Of the many recurring procedures Margie has undergone, only the last two remain. She has opted to stop undergoing radiation soon after results of her most recent PET scan came out last October.
“The spread of cancer in her bones wasn’t arrested,” says Chet. “It even increased to now include her liver, lungs and possibly her brain, which only a CT scan, which we opted not to undergo, could reveal.”
She was left with two options: undergo another round of chemotherapy targeting her lungs, liver and bones. For her brain, assuming cancer was already there, she would have to go through further radiation. The second option was to shun further treatments. Rather than look and feel wasted from the harsh effects of these combined protocols, Margie, after years of going through the wringer, has chosen to do away with them.
Without any form of intervention, save for zoledronic acid infusion, hormone injections and a cocktail of strong painkillers, her doctors gave her, starting in October 2023, one year or less to live. The rather funny part was they offered her no guarantees either should she go through the whole shebang.
“Why would I seek further treatment just to delay the inevitable?” she reasons. “My cancer is already something that can’t be cured, except for a miracle, which I do believe in. Still, why prolong it? I won’t be able to talk to people. I won’t be myself. I’d be reduced to lying in bed all day, weak, bald and looking ugly.”
Margie, with almost child-like faith coupled with the tenacity of a martyr, sometimes foregoes pain killers, and offers her sufferings to the Lord for the benefit and redemption of others.
“I have nothing to give,” says Margie. “The only things I can give are prayers and my pain to help alleviate the suffering of others.”
But Chet had to put his foot down because intense physical pain also has its implications, including an elevated heart rate and blood pressure. “I know embracing pain and offering it to God are personal for her,” he says. “Jesus embraced his cross lovingly for you and me. But, in Margie’s case, it can’t go on indefinitely.”

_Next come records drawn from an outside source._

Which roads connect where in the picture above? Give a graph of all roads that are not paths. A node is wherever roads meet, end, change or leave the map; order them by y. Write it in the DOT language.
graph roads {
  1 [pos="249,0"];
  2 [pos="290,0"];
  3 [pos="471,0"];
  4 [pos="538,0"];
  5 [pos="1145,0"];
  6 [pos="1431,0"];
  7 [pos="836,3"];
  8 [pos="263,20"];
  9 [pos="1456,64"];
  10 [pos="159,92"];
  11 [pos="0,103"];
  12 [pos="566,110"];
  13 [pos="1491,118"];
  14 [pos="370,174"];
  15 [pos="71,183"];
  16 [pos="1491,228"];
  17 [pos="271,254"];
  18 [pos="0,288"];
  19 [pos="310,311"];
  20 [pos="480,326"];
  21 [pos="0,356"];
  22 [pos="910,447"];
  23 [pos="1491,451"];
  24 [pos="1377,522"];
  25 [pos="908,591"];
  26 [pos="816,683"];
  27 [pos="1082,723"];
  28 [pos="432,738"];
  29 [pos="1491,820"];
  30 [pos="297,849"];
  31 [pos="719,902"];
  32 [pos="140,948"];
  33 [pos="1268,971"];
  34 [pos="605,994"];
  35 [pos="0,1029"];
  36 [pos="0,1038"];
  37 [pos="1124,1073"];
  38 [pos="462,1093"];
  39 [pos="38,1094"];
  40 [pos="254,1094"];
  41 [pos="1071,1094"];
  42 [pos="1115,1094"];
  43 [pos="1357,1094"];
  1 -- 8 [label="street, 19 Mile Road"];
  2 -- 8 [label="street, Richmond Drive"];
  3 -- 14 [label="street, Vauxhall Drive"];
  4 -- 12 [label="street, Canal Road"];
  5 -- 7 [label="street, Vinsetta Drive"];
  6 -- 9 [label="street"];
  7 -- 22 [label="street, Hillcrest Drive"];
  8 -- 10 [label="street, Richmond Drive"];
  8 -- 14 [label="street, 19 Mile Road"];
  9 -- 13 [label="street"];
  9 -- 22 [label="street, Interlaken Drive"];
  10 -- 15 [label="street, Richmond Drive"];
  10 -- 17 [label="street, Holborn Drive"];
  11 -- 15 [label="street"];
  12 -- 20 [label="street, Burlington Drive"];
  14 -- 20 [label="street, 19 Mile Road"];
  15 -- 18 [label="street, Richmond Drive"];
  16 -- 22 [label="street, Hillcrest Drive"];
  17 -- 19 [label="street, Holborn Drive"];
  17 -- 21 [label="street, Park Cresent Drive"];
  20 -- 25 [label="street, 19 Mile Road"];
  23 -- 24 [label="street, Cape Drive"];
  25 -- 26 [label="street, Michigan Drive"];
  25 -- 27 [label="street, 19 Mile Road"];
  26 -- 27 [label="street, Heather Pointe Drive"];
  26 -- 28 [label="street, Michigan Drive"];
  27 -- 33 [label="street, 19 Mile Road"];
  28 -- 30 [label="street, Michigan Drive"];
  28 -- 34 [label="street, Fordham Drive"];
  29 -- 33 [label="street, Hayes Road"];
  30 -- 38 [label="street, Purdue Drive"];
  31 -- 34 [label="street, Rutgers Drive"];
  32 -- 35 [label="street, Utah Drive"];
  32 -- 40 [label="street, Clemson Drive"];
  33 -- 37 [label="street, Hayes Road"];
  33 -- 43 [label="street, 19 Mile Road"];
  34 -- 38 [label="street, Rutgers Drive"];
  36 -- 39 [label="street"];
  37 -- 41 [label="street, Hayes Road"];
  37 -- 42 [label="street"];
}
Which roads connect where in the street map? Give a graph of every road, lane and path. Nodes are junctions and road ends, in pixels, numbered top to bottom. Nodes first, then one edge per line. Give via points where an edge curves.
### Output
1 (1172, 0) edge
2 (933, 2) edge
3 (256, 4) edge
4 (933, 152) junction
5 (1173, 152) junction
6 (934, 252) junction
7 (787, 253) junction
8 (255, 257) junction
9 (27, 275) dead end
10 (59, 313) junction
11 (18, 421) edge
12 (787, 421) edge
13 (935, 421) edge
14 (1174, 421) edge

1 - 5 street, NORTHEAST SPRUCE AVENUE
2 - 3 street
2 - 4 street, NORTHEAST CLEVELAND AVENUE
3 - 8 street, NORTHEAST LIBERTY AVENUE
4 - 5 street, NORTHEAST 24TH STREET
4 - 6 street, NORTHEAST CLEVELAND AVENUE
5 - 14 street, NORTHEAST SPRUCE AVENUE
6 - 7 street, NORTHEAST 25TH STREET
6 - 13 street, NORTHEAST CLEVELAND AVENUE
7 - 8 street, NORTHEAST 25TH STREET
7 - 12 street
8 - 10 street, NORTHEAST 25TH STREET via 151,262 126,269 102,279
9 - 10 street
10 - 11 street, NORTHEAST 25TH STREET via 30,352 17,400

“My intense longing to be with God now trumps everything,” says Margie. “I still think of my elderly parents and the grandchildren I have yet to see. But God has given me everything — my husband, my children, my sickness, the chance to live longer. I’m thankful.”
Her family’s wishes
But make no mistake about it. Had her family wanted her to seek further treatment, Margie would have gone through with it. But none of them wanted to see her suffer further. She and Chet are also in agreement: to ask God to give her more time would already be asking Him too much.
During a meeting Chet had with their children, minus Margie, Mark, their eldest child, who’s now married and living in the UK, framed the family’s situation, through the lens of Margie, very well: “Not seeking further treatment isn’t a form of surrender. It’s acceptance.”
“Margie isn’t making the decision not to get treatment out of surrender and hopelessness,” Chet concludes. “No, she’s embracing it.” In the context of what she went through in India, everything that happened to her after is a bonus.
Margie and Chet have every reason to feel grateful.